Bridging the data gap: an architecture for real-time user-facing analytics

Blog

Ecosystem

A blueprint to help you equip users with the right insights at the right time

ByDunith DhanushkaonJuly 23, 2024

Bridging the data gap: an architecture for real-time user-facing analytics

The word "decision-maker" likely makes you immediately think of "C-suite" or "executive." But nowadays, we’re all decision-makers. Whether you're a banker or a blogger, you have important decisions on your plate and need accurate insights to make them.

With the rise of SaaS and self-serve data platforms, organizations are constantly looking for ways to equip their employees with the insights they need to make data-driven decisions. Having access to fast, fresh analytics is expected to speed up decision-making and foster a data-driven culture within the organization.

User-facing analytics provides customers and employees with direct access to data analysis results. This typically involves dashboards that display data using graphs and other easily understandable formats. Essentially, the goal of user-facing analytics is to provide the data users need to make informed decisions without relying on data analysts or other specialists.

There are three crucial aspects of user-facing analytics: data freshness, query latency, and query throughput. This post introduces a solution architecture for implementing a scalable user-facing analytics solution and explains how each component efficiently addresses each aspect.

What to consider before building user-facing analytics

Think of a user logging into their mobile service provider's mobile application. The user might see a dashboard that shows how much data they've used in the current billing cycle, how much data remains in their package, and a forecast based on their current consumption rate. This dashboard might also provide insights into their usage patterns, such as peak usage times or the apps that consume the most data.

This real-time information can help the user make informed decisions about their data usage and avoid overage charges.

Typical user-facing dashboard with computed metrics

But what does it take to design and implement such a dashboard? Implementing a user-facing analytics solution requires three critical characteristics:

Data freshness is the ability to ingest and process data in real time, ensuring users have the most current insights.
Ultra-low query latency is key to a responsive user experience. It allows complex queries to be processed quickly, even when dealing with large volumes of data.
High query throughput, facilitated by a system's capacity to handle a large number of simultaneous queries, is crucial in user-facing analytics because it ensures the system can support a large user base without slowing down or crashing. This results in a seamless and responsive user experience, even under heavy load.

How to design a user-facing analytics solution

Now let’s explore a potential reference architecture for user-facing analytics.

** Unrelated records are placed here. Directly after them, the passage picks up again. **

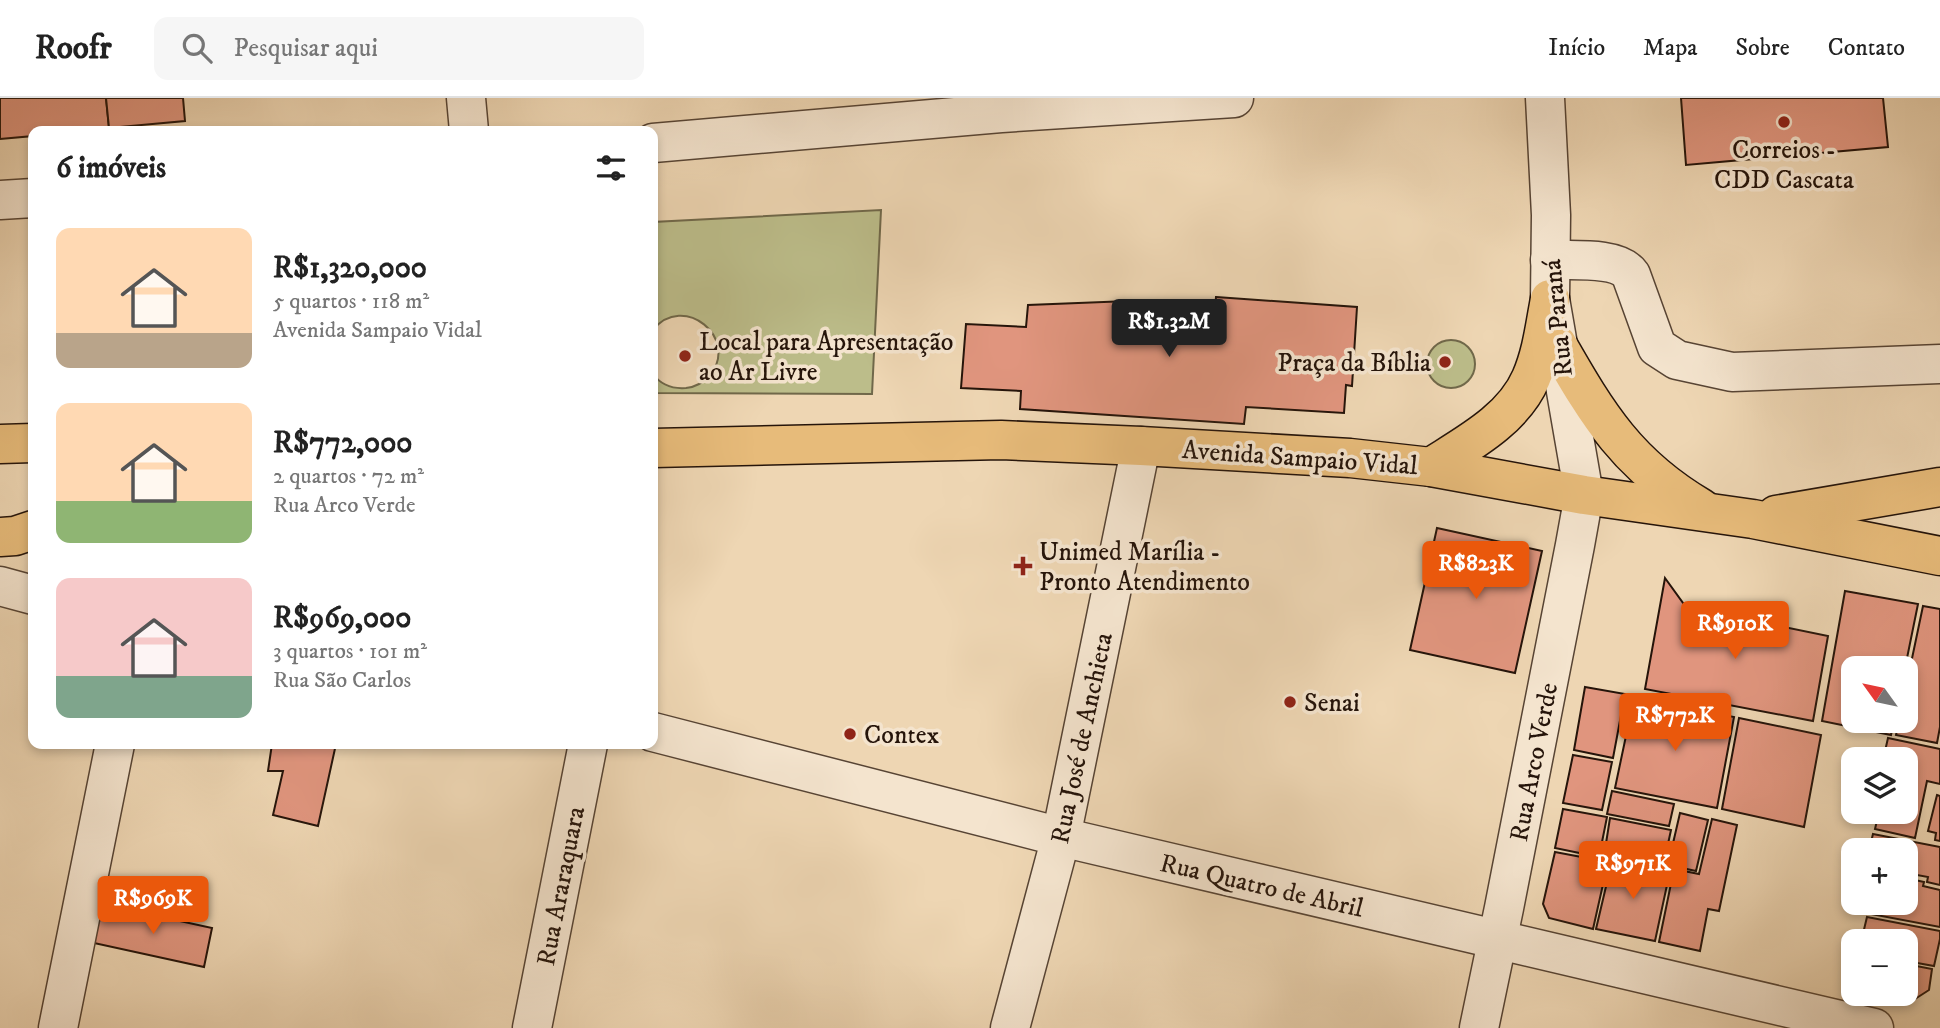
<!DOCTYPE html>
<html lang="pt">
<meta charset="utf-8">
<style>
:root{--surface:#fff;--page:#f6f6f6;--text:#222;--muted:#767676;--line:#e0e0e0;--accent:#ea580c}
body{margin:0;font-family:"IM FELL DW Pica",serif;background:var(--page);color:var(--text);height:100vh;display:flex;flex-direction:column;font-size:26px;white-space:nowrap}
*{box-sizing:border-box;margin:0}
p{font-size:23px;color:var(--muted)}
.icon{flex:none;width:38px;height:38px;fill:none;stroke:currentColor;stroke-width:2;stroke-linecap:round;stroke-linejoin:round}
.map{position:relative;flex:1;overflow:hidden}
.side{position:absolute;left:28px;top:28px;width:630px;height:623px;display:flex;flex-direction:column;background:var(--surface);border-radius:14px;box-shadow:0 4px 10px #0003}
.side>*{flex:none}
.needle{width:46px;rotate:303deg}
.controls{position:absolute;left:1841px;top:558px;display:grid;gap:14px}
.controls a{display:grid;place-items:center;width:77px;height:77px;border-radius:14px;background:var(--surface);box-shadow:0 4px 10px #0003;font-size:35px}
.price{position:absolute;translate:-50% -60px;padding:0 16px;border-radius:7px;background:var(--accent);color:#fff;font-size:23px;line-height:46px;filter:drop-shadow(0 2px 4px #0008)}
.price::after{content:'';position:absolute;left:50%;top:42px;width:21px;height:16px;margin-left:-10px;background:inherit;clip-path:polygon(0 0,100% 0,50% 100%)}
.price.active{background:#222;color:#fff}
ul{padding:0;list-style:none}
li{display:flex;align-items:center;gap:21px;height:175px;padding:0 28px}
li span{display:grid;place-items:center;flex:none;width:196px;height:140px;border-radius:14px;color:#555}
li>.icon{margin-inline-start:auto}
span .icon{width:84px;height:84px;fill:#fffc;stroke-width:1}
li b{font-size:30px}
h2{display:flex;justify-content:space-between;align-items:center;height:84px;padding:0 28px;font-size:30px}
header{display:flex;align-items:center;gap:42px;box-sizing:border-box;height:98px;padding:0 35px;background:var(--surface);border-bottom:2px solid var(--line)}
header strong{font-size:33px}
nav{display:flex;gap:38px;margin-inline-start:auto;font-size:24px}
.search{width:490px;height:63px;background:var(--page);display:flex;align-items:center;gap:18px;box-sizing:border-box;padding:0 24px;border-radius:14px;color:var(--muted);font-size:26px}
.map>svg:first-child{display:block}
.green{fill:#bcbd8a;stroke:#70684a;stroke-width:2}
.building{fill:#e0957e;stroke:#25140a;stroke-width:2}
.lines{fill:none;stroke-linecap:round;stroke-linejoin:round}
.minor-casing{stroke:#574434;stroke-width:41}
.major-casing{stroke:#25140a;stroke-width:41}
.minor{stroke:#f4e4ce;stroke-width:38}
.major{stroke:#e7bb7a;stroke-width:38}
.poi-dot{fill:#8f2418;stroke:#f4e4ce;stroke-width:2.5}
.labels{text-anchor:middle;stroke-width:7;stroke-linejoin:round;paint-order:stroke}
.poi-label{font-size:26px;fill:#25140a;stroke:#f4e4ce;text-anchor:start}
.street-label{font-size:26px;fill:#25140a;stroke:#f4e4ce}
</style>
<header>
<strong>Roofr</strong>
<div class="search"><svg class="icon" aria-label="search" viewBox="0 0 24 24"><circle cx="10" cy="10" r="6"/><path d="M15 15l6 6"/></svg>Pesquisar aqui</div>
<nav><a>Início</a><a>Mapa</a><a>Sobre</a><a>Contato</a></nav>
</header>
<div class="map">
<svg width="1940" height="930" viewBox="0 0 1940 930">
<rect width="100%" height="100%" fill="#eed6b3"/>
<filter id="stains"><feTurbulence type="fractalNoise" baseFrequency=".00286" numOctaves="4"/><feColorMatrix values="0 0 0 0 .2 0 0 0 0 .09 0 0 0 0 .02 0 0 0 .5 -.17"/></filter>
<radialGradient id="worn" r=".72"><stop offset=".6" stop-color="#630" stop-opacity="0"/><stop offset="1" stop-color="#630" stop-opacity=".3"/></radialGradient>
<g class="green">
<path d="M881,112L872,296L653,295V276C661,287 673,291 686,290C696,289 704,284 710,277C740,240 683,194 653,232V124Z"/>
<circle cx="1451" cy="266" r="24"/>
</g>
<g class="building">
<path d="M0,0H106L109,30L80,33H33V38L0,41Z"/>
<path d="M106,0H183L185,23L109,30Z"/>
<path d="M1681,0H1883L1888,49L1686,67Z"/>
<path d="M1216,199L1357,209L1352,288L1346,287L1344,315L1246,309L1244,326L1020,311L1021,293L961,290L966,226L1026,229L1028,207L1129,203L1215,210Z"/>
<path d="M1437,430L1542,453L1515,575L1410,552Z"/>
<path d="M1665,480L1686,509L1828,538L1813,623L1645,591Z"/>
<path d="M1845,493L1918,506L1905,570H1853V623H1894L1891,637L1822,623Z"/>
<path d="M1923,508L1940,511V629L1937,645L1896,637L1899,623H1906V589Z"/>
<path d="M1585,589L1625,596L1613,660L1574,652Z"/>
<path d="M1634,600L1734,619L1717,710L1615,690Z"/>
<path d="M1739,620L1821,637L1804,729L1722,711Z"/>
<path d="M1888,640L1940,651V686L1927,683L1915,740L1875,731L1879,714H1906V662H1883Z"/>
<path d="M272,646H336L318,728L273,717L283,673H268Z"/>
<path d="M1573,657L1612,664L1602,712L1563,705Z"/>
<path d="M1612,693L1674,706L1669,728L1607,716Z"/>
<path d="M1937,697L1940,698V743L1935,742L1936,735L1928,733Z"/>
<path d="M1563,711L1607,719L1599,759L1555,750Z"/>
<path d="M1680,715L1708,722L1696,773L1668,767Z"/>
<path d="M1610,720L1671,732L1663,769L1604,758Z"/>
<path d="M1712,721L1737,727L1719,813L1708,811L1700,853L1659,844L1674,771L1699,776Z"/>
<path d="M1873,736L1940,749V787L1927,784L1928,779L1906,775V752H1869Z"/>
<path d="M1555,754L1608,764L1593,831L1549,820L1543,806Z"/>
<path d="M1612,763L1670,773L1655,843L1596,831Z"/>
<path d="M1906,780L1924,784L1923,788L1940,792V829L1855,813L1857,805H1906Z"/>
<path d="M102,806L212,830L204,869L94,845Z"/>
<path d="M1867,819L1940,833V841L1934,868L1906,863V844H1861Z"/>
<path d="M1906,866L1932,871L1929,892L1915,901L1891,896H1906Z"/>
</g>
<g class="lines">
<defs>
<g id="minor">
<path d="M466,0L469,33"/>
<path d="M653,45L1001,15L1234,0"/>
<path d="M0,102L33,100"/>
<path d="M1550,162C1571,163 1618,158 1631,177L1657,249L1677,262L1732,274L1940,266"/>
<path d="M0,488L33,497"/>
<path d="M653,634L1061,739L1874,930"/>
<path d="M58,930L115,646"/>
<path d="M532,930L588,646"/>
<path d="M1010,930L1061,739L1141,348"/>
<path d="M1479,930L1504,810L1575,447L1584,397L1550,201L1551,117L1545,0"/>
</g>
<g id="major">
<path d="M1557,246C1598,318 1628,367 1701,410"/>
<path d="M0,346L33,345"/>
<path d="M653,350L1001,342L1141,348L1350,360L1431,369L1584,397L1753,421L1940,458"/>
<path d="M1431,369C1467,346 1513,322 1531,280C1542,255 1545,227 1550,201"/>
<path d="M1776,417L1940,389"/>
<path d="M0,439L15,438L33,432"/>
</g>
</defs>
<use href="#minor" class="minor-casing"/>
<use href="#major" class="major-casing"/>
<use href="#minor" class="minor"/>
<use href="#major" class="major"/>
</g>
<g class="poi-dot">
<circle cx="1784" cy="24" r="7"/>
<circle cx="685" cy="258" r="7"/>
<circle cx="1445" cy="264" r="7"/>
<path d="M1019.5 457.5h7v7h7v7h-7v7h-7v-7h-7v-7h7z"/>
<circle cx="1290" cy="604" r="7"/>
<circle cx="850" cy="636" r="7"/>
</g>
<g class="labels">
<g class="poi-label">
<text x="1784" y="60" text-anchor="middle">Correios -<tspan x="1784" dy="30">CDD Cascata</tspan></text>
<text x="699" y="252">Local para Apresentação<tspan x="699" dy="30">ao Ar Livre</tspan></text>
<text x="1431" y="273" text-anchor="end">Praça da Bíblia</text>
<text x="1039" y="462">Unimed Marília -<tspan x="1039" dy="30">Pronto Atendimento</tspan></text>
<text x="1304" y="613">Senai</text>
<text x="864" y="645">Contex</text>
</g>
<g class="street-label">
<text transform="translate(1557 220) rotate(-96)" y="9">Rua Paraná</text>
<text transform="translate(1300 359) rotate(4)" y="9">Avenida Sampaio Vidal</text>
<text transform="translate(1081 640) rotate(-78)" y="9">Rua José de Anchieta</text>
<text transform="translate(1533 664) rotate(-79)" y="9">Rua Arco Verde</text>
<text transform="translate(1262 787) rotate(13)" y="9">Rua Quatro de Abril</text>
<text transform="translate(560 788) rotate(-79)" y="9">Rua Araraquara</text>
</g>
</g>
<rect width="100%" height="100%" filter="url(#stains)"/>
<rect width="100%" height="100%" fill="url(#worn)"/>
</svg>
<div class="controls">
<a><svg class="needle" viewBox="-14 -14 28 28"><path d="M0-13l5 13h-10z" fill="#e53935"/><path d="M0 13l5-13h-10z" fill="#767676"/></svg></a>
<a><svg class="icon" aria-label="layers" viewBox="0 0 24 24"><path d="M12 4l9 5-9 5-9-5zM3 14l9 5 9-5"/></svg></a>
<a>+</a>
<a>−</a>
</div>
<b class="price active" style="left:1169px;top:261px">R$1.32M</b>
<b class="price" style="left:1476px;top:503px">R$823K</b>
<b class="price" style="left:1735px;top:563px">R$910K</b>
<b class="price" style="left:1675px;top:655px">R$772K</b>
<b class="price" style="left:1633px;top:803px">R$971K</b>
<b class="price" style="left:153px;top:838px">R$969K</b>
<section class="side">
<h2>6 imóveis<svg class="icon" aria-label="filters" viewBox="0 0 24 24"><path d="M4 7h16M4 17h16"/><circle cx="9" cy="7" r="2"/><circle cx="15" cy="17" r="2"/></svg></h2>
<ul>
<li><span style="background:linear-gradient(#ffd9b3 75%,#b9a48a 0)"><svg class="icon" aria-label="home" viewBox="0 0 24 24"><path d="M3 11l9-7 9 7M6 9v11h12V9"/></svg></span><div><b>R$1,320,000</b><p>5 quartos · 118 m²</p><p>Avenida Sampaio Vidal</p></div></li>
<li><span style="background:linear-gradient(#ffd9b3 70%,#8fb573 0)"><svg class="icon" aria-label="home" viewBox="0 0 24 24"><path d="M3 11l9-7 9 7M6 9v11h12V9"/></svg></span><div><b>R$772,000</b><p>2 quartos · 72 m²</p><p>Rua Arco Verde</p></div></li>
<li><span style="background:linear-gradient(#f6c9c9 70%,#7fa58c 0)"><svg class="icon" aria-label="home" viewBox="0 0 24 24"><path d="M3 11l9-7 9 7M6 9v11h12V9"/></svg></span><div><b>R$969,000</b><p>3 quartos · 101 m²</p><p>Rua São Carlos</p></div></li>
</ul>
</section>
</div>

The diagram above packs in various technologies, so we’ll break it down into three layers based on the direction of the data flow (from left to right).

1. Ingestion layer

Data ingestion is the first layer of this architecture. It collects data from various sources and delivers it to the analytics datastore to run queries later.

The data sources can include anything that users and the business plan to track and monitor for state changes, including change data streams from databases, transactional events from microservices and line of business applications, etc.

Once captured from data sources, the data is ingested into a streaming data platform like Apache Kafka® or Redpanda — a leaner and more performant Kafka alternative — allowing downstream components to process the data in real time. In the architecture diagram above, you might notice that Redpanda is in the data pipeline instead of directly moving data to the analytics data store. There are several benefits to this approach. It:

Introduces decoupling. Data sources and the analytics data store are decoupled, allowing both parties to scale and evolve independently.
Eliminates synchronous writes and acts as a load leveler. Redpanda can absorb and buffer sudden traffic surges from data sources, preventing the analytics infrastructure from becoming overwhelmed.
Introduces publish-subscribe semantics. The data ingested into Redpanda can be routed to multiple destinations in real time allowing concurrent processing. For example, the data can be synced into a data lakehouse for archival purposes while feeding the analytics data store.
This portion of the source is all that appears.